··· Material to process ···
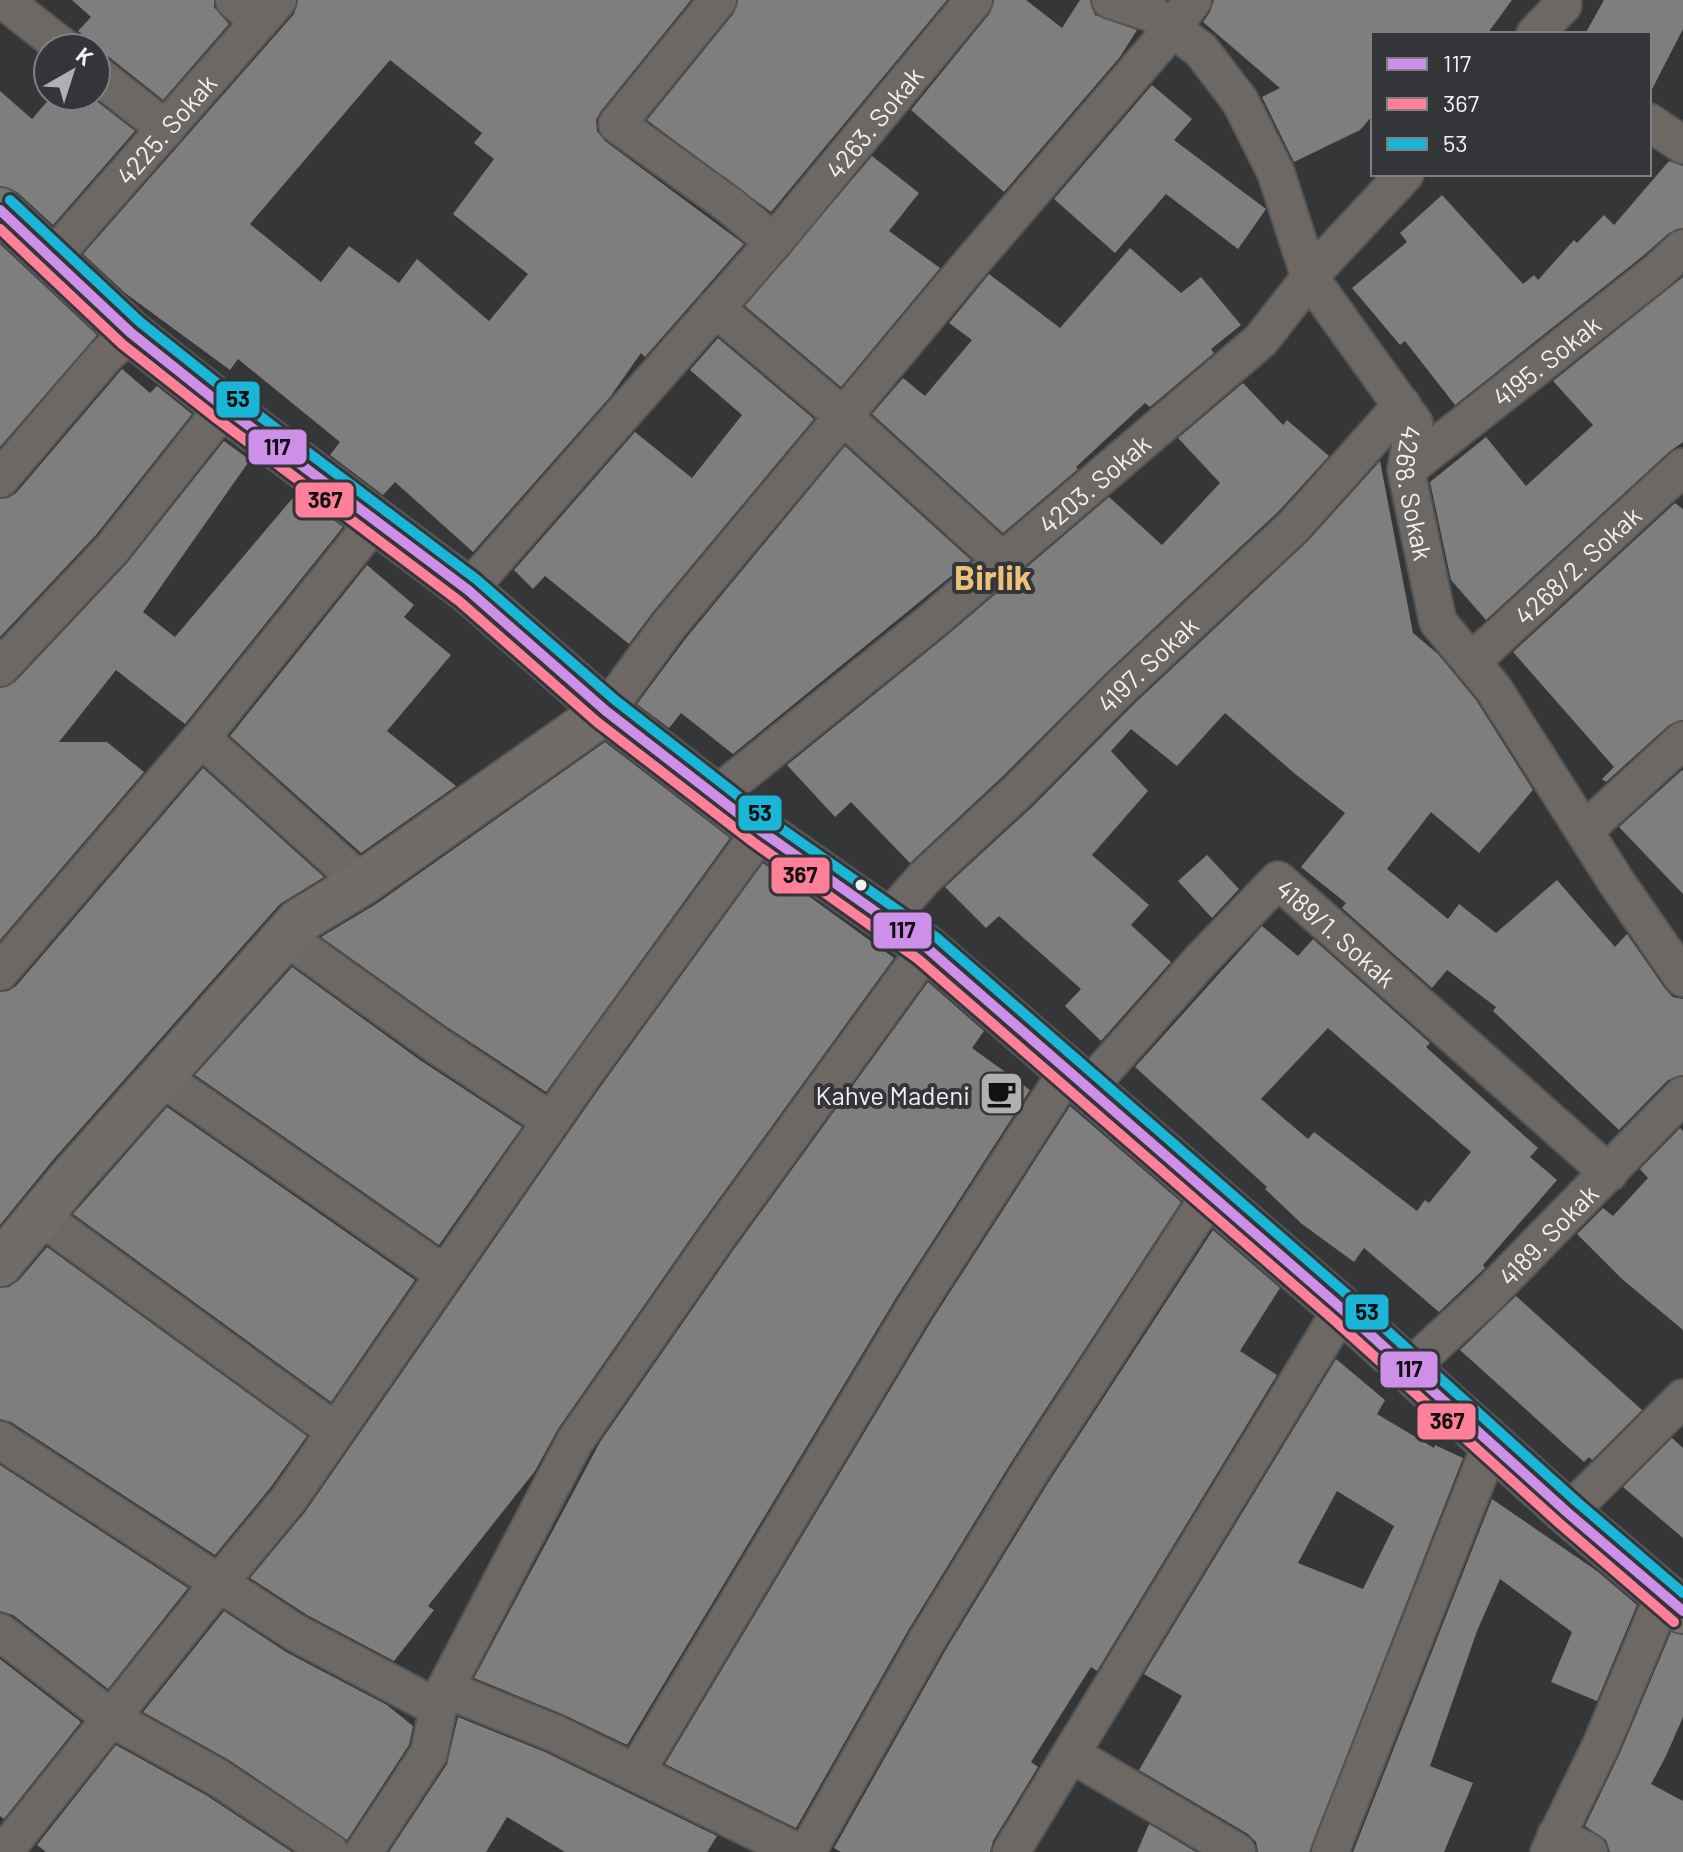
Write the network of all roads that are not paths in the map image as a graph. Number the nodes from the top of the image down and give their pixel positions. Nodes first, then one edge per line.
1 (3, 0) edge
2 (718, 0) edge
3 (974, 0) edge
4 (1110, 0) edge
5 (1193, 0) edge
6 (1562, 1) edge
7 (257, 7) edge
8 (1172, 29) junction
9 (44, 32) edge
10 (1537, 32) edge
11 (112, 87) edge
12 (1651, 123) edge
13 (166, 129) junction
14 (1683, 145) edge
15 (1403, 176) edge
16 (0, 210) edge
17 (774, 242) junction
18 (1683, 248) edge
19 (52, 258) junction
20 (1310, 278) junction
21 (715, 308) junction
22 (131, 333) junction
23 (1402, 405) junction
24 (224, 407) junction
25 (843, 416) junction
26 (1406, 470) junction
27 (1679, 478) edge
28 (0, 479) edge
29 (375, 521) junction
30 (1002, 560) junction
31 (468, 590) junction
32 (1471, 662) junction
33 (0, 668) edge
34 (606, 711) junction
35 (201, 738) junction
36 (1683, 740) edge
37 (716, 795) junction
38 (761, 831) junction
39 (1584, 831) junction
40 (362, 883) junction
41 (888, 919) junction
42 (286, 937) junction
43 (927, 948) junction
44 (0, 972) edge
45 (1683, 978) edge
46 (161, 1077) junction
47 (1077, 1081) junction
48 (1683, 1095) edge
49 (551, 1121) junction
50 (1609, 1173) junction
51 (1210, 1195) junction
52 (40, 1216) junction
53 (0, 1264) edge
54 (444, 1274) junction
55 (1342, 1309) junction
56 (1408, 1369) junction
57 (1683, 1398) edge
58 (335, 1431) junction
59 (0, 1440) edge
60 (1491, 1444) junction
61 (1568, 1513) junction
62 (219, 1583) junction
63 (1674, 1603) edge
64 (0, 1632) edge
65 (441, 1699) junction
66 (111, 1718) junction
67 (1071, 1754) junction
68 (636, 1772) junction
69 (733, 1838) edge
70 (14, 1842) edge
71 (1553, 1843) edge
72 (330, 1852) edge
73 (364, 1852) edge
74 (798, 1852) edge
75 (807, 1852) edge
76 (1011, 1852) edge
77 (1237, 1852) edge
78 (1330, 1852) edge
79 (1589, 1852) edge

1 - 9 street
2 - 17 street
3 - 17 street, 4263. Sokak
4 - 8 street, 4268. Sokak
5 - 8 street
6 - 10 street
7 - 13 street, 4225. Sokak
8 - 20 street, 4268. Sokak
8 - 25 street
11 - 13 street
12 - 14 street
13 - 19 street, 4225. Sokak
15 - 20 street, 4203. Sokak
16 - 19 main road
17 - 21 street, 4263. Sokak
18 - 26 street, 4195. Sokak
19 - 22 main road
20 - 23 street, 4268. Sokak
20 - 30 street, 4203. Sokak
21 - 25 street
21 - 31 street, 4263. Sokak
22 - 24 main road
22 - 28 street
23 - 26 street, 4268. Sokak
23 - 41 street, 4197. Sokak
24 - 29 main road
24 - 33 street
25 - 30 street
25 - 34 street
26 - 32 street, 4268. Sokak
27 - 32 street, 4268/2. Sokak
29 - 31 main road
29 - 35 street
30 - 37 street, 4203. Sokak
31 - 34 main road
32 - 39 street, 4268. Sokak
34 - 37 main road
34 - 40 main road
35 - 40 street
35 - 44 street
36 - 39 street
37 - 38 main road
38 - 41 main road
38 - 49 street
39 - 45 street, 4268. Sokak
40 - 42 main road
41 - 43 main road
42 - 46 main road
42 - 49 street
43 - 47 main road
43 - 65 street
46 - 52 main road
46 - 54 street
47 - 50 street, 4189/1. Sokak
47 - 51 main road
47 - 68 street
48 - 50 street, 4189. Sokak
49 - 54 street
50 - 56 street, 4189. Sokak
51 - 55 main road
51 - 75 street
52 - 53 main road
52 - 58 street
54 - 58 street
55 - 56 main road
55 - 67 street
56 - 60 main road
57 - 61 street
58 - 62 street
59 - 62 street
60 - 61 main road
60 - 78 street
61 - 63 main road
62 - 65 street
62 - 66 street
63 - 71 street
64 - 66 street
65 - 68 street
65 - 73 street
66 - 70 street
66 - 72 street
67 - 76 street
67 - 77 street
68 - 69 street
69 - 74 street
71 - 79 street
···
Task description → Retype every entry verbatim and exclude the pictures from the copy.

Answer box →
Write the network of all roads that are not paths in the map image as a graph. Number the nodes from the top of the image down and give their pixel positions. Nodes first, then one edge per line.
1 (3, 0) edge
2 (718, 0) edge
3 (974, 0) edge
4 (1110, 0) edge
5 (1193, 0) edge
6 (1562, 1) edge
7 (257, 7) edge
8 (1172, 29) junction
9 (44, 32) edge
10 (1537, 32) edge
11 (112, 87) edge
12 (1651, 123) edge
13 (166, 129) junction
14 (1683, 145) edge
15 (1403, 176) edge
16 (0, 210) edge
17 (774, 242) junction
18 (1683, 248) edge
19 (52, 258) junction
20 (1310, 278) junction
21 (715, 308) junction
22 (131, 333) junction
23 (1402, 405) junction
24 (224, 407) junction
25 (843, 416) junction
26 (1406, 470) junction
27 (1679, 478) edge
28 (0, 479) edge
29 (375, 521) junction
30 (1002, 560) junction
31 (468, 590) junction
32 (1471, 662) junction
33 (0, 668) edge
34 (606, 711) junction
35 (201, 738) junction
36 (1683, 740) edge
37 (716, 795) junction
38 (761, 831) junction
39 (1584, 831) junction
40 (362, 883) junction
41 (888, 919) junction
42 (286, 937) junction
43 (927, 948) junction
44 (0, 972) edge
45 (1683, 978) edge
46 (161, 1077) junction
47 (1077, 1081) junction
48 (1683, 1095) edge
49 (551, 1121) junction
50 (1609, 1173) junction
51 (1210, 1195) junction
52 (40, 1216) junction
53 (0, 1264) edge
54 (444, 1274) junction
55 (1342, 1309) junction
56 (1408, 1369) junction
57 (1683, 1398) edge
58 (335, 1431) junction
59 (0, 1440) edge
60 (1491, 1444) junction
61 (1568, 1513) junction
62 (219, 1583) junction
63 (1674, 1603) edge
64 (0, 1632) edge
65 (441, 1699) junction
66 (111, 1718) junction
67 (1071, 1754) junction
68 (636, 1772) junction
69 (733, 1838) edge
70 (14, 1842) edge
71 (1553, 1843) edge
72 (330, 1852) edge
73 (364, 1852) edge
74 (798, 1852) edge
75 (807, 1852) edge
76 (1011, 1852) edge
77 (1237, 1852) edge
78 (1330, 1852) edge
79 (1589, 1852) edge

1 - 9 street
2 - 17 street
3 - 17 street, 4263. Sokak
4 - 8 street, 4268. Sokak
5 - 8 street
6 - 10 street
7 - 13 street, 4225. Sokak
8 - 20 street, 4268. Sokak
8 - 25 street
11 - 13 street
12 - 14 street
13 - 19 street, 4225. Sokak
15 - 20 street, 4203. Sokak
16 - 19 main road
17 - 21 street, 4263. Sokak
18 - 26 street, 4195. Sokak
19 - 22 main road
20 - 23 street, 4268. Sokak
20 - 30 street, 4203. Sokak
21 - 25 street
21 - 31 street, 4263. Sokak
22 - 24 main road
22 - 28 street
23 - 26 street, 4268. Sokak
23 - 41 street, 4197. Sokak
24 - 29 main road
24 - 33 street
25 - 30 street
25 - 34 street
26 - 32 street, 4268. Sokak
27 - 32 street, 4268/2. Sokak
29 - 31 main road
29 - 35 street
30 - 37 street, 4203. Sokak
31 - 34 main road
32 - 39 street, 4268. Sokak
34 - 37 main road
34 - 40 main road
35 - 40 street
35 - 44 street
36 - 39 street
37 - 38 main road
38 - 41 main road
38 - 49 street
39 - 45 street, 4268. Sokak
40 - 42 main road
41 - 43 main road
42 - 46 main road
42 - 49 street
43 - 47 main road
43 - 65 street
46 - 52 main road
46 - 54 street
47 - 50 street, 4189/1. Sokak
47 - 51 main road
47 - 68 street
48 - 50 street, 4189. Sokak
49 - 54 street
50 - 56 street, 4189. Sokak
51 - 55 main road
51 - 75 street
52 - 53 main road
52 - 58 street
54 - 58 street
55 - 56 main road
55 - 67 street
56 - 60 main road
57 - 61 street
58 - 62 street
59 - 62 street
60 - 61 main road
60 - 78 street
61 - 63 main road
62 - 65 street
62 - 66 street
63 - 71 street
64 - 66 street
65 - 68 street
65 - 73 street
66 - 70 street
66 - 72 street
67 - 76 street
67 - 77 street
68 - 69 street
69 - 74 street
71 - 79 street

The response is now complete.